The first question we were asked in this course is how do we know what we know about Islam and Muslims? A seemingly innocuous question, at least until I really started thinking about it. Which led to asking myself how I know most of what I think I know.

We talk shit a lot of the time. We babble on about topics that we are not properly informed about, and yet we keep on talking.

This week’s classes will bring all of this together by asking students the following questions:

How do you know what you know? About what’s right for you? About what’s right for others? About what’s right and wrong? About what you’re meant to be doing with your time? About how you’re meant to love? About who you’re meant to love? About how you receive love? About money? About sex? About rest? About stress? About health issues?

What is your source of information? Is it Google? Is it your parents or guardians who brought you up? Is it the media? Is it what you overheard from others? Is it through the news wire? And is it viable? Is it a source that speaks from fact or from assumption? Is it based in truth or in fear?

Now let’s look at what you know even though you don’t know how you know it. About the difference between right and wrong. About how to treat others, regardless of their skin color or the language they speak or the god they pray to or who they feel compelled to love. About what your life is meant to represent. About what the lives of others are meant to represent.

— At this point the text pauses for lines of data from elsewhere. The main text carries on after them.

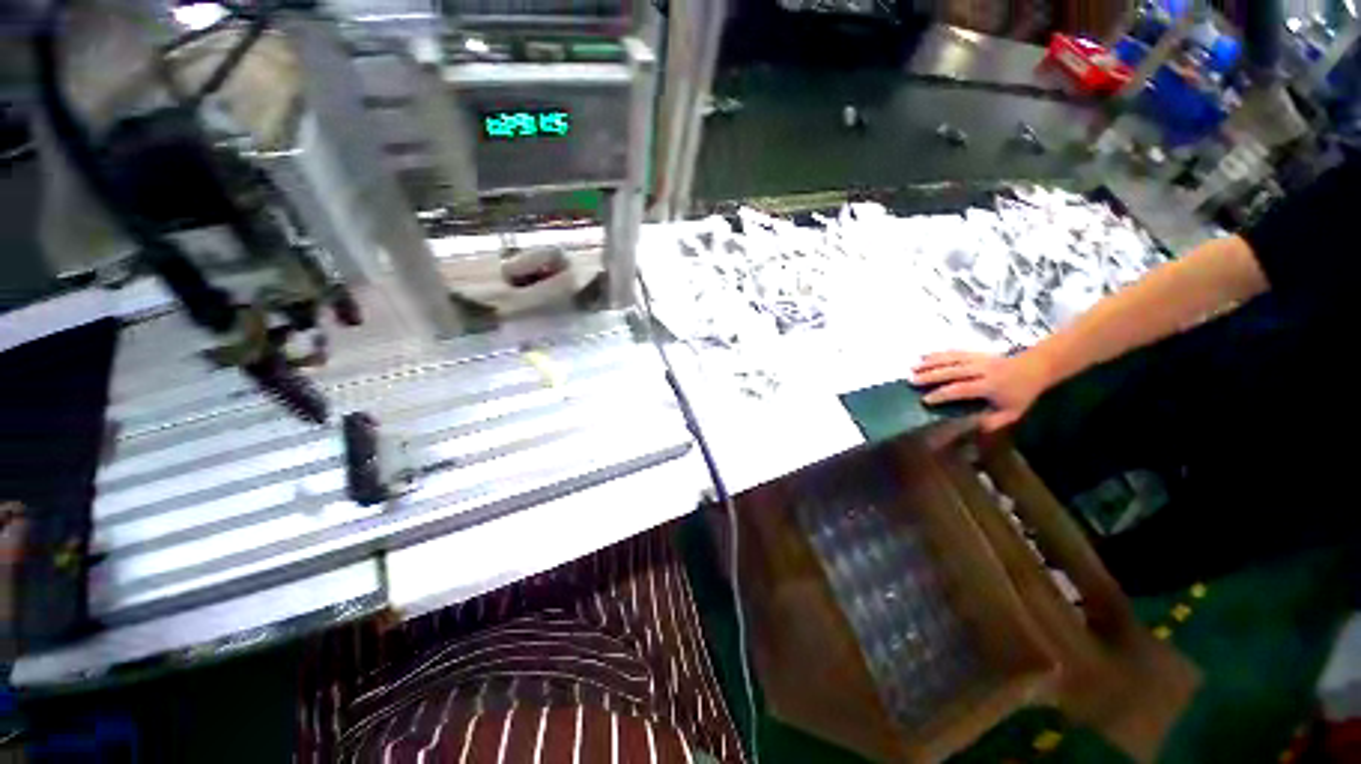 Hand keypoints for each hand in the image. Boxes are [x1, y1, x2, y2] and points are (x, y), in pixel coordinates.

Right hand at [910, 351, 1051, 432]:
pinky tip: (924, 356)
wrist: (1036, 366)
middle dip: (931, 375)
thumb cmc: (1022, 393)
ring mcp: (978, 359)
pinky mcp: (975, 353)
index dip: (943, 394)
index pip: (962, 389)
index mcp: (990, 386)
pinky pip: (954, 352)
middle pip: (952, 371)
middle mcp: (981, 370)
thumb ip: (993, 422)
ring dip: (930, 363)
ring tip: (912, 368)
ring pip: (950, 359)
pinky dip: (937, 354)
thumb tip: (973, 428)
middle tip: (912, 381)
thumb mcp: (1013, 413)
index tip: (926, 400)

1) Know that ideology, on any subject, is dangerous without applying that ideology face to face with the people it involves. One can have a million opinions, but those opinions can also be transformed in a second by seeing the faces and walking in the shoes of those they involve.

2) Trust that if it makes you uncomfortable or invokes fear, you need to know more about it. That sensation or emotion of fear is a messenger begging you to look a little deeper. If we all made the effort to dig a little deeper we would find commonality. Every time.

3) If you’re gonna talk, speak fact. Opinion is already saturating our culture. Opinion is killing us. From the mind-numbing chatter of all the talking heads employed by news media conglomerates to endlessly babble stupidity into our personal spaces to the cowards who sit behind the safety of their black mirrors, puffed-up with their false sense of self-importance, spewing hate and judgement through social media on 140 characters or less. Opinion is harming us. What you put out into the world, whether it be through your word (spoken or written) or your actions, has the potential to heal or to harm. Unfortunately, the default when mindlessness is part of the equation, is harm. We harm easier than we heal. Changing that vibration into one of healing can only happen by speaking fact, not emotionally charged opinion. More importantly, we must be able to say, “I don’t know” when we really don’t have enough information to responsibly contribute to the narrative. Even more importantly? Know when not to speak. Silence, in the proper contexts, is golden. It’s grace, it’s power, it’s action disguised as inaction.

We have got to start taking more responsibility for what we project into the world. If it feeds hate, judgement, separation or fear, then we have to acknowledge that and do the work that is ours to do, a teaching that is rooted in the Bhagavad Gita. If it feeds healing and love, then we are living in alignment with why we are here and what we are meant to do with our time.

We are not here to judge or hate or blame or fear. And why does it take disasters that shake us to the core to wake up to that realization? Because we are asleep. We are encouraged to stay docile and meek because that’s how we can be herded in whatever directions governments and corporations want to us to move in.

Let’s wake up a bit more today. Let’s set an intention to continue waking up a bit more every day. Set that intention every day, and every evening, before sleeping, identify how you’ve become more awake in the day that is ending.

This is up to us. No one is going to do this work for us. For you. For me. So let’s do it. It can only lead to good.

One Response

  1. It does not matter what religion you are, if you use the distorted words of your lord but act in the name of evil, than it is no longer religion, it is hate. On the other hand we can no longer live in a world in which we hate those that are different from others, or believe in something different than our thoughts, or look different than what we believe to be normal.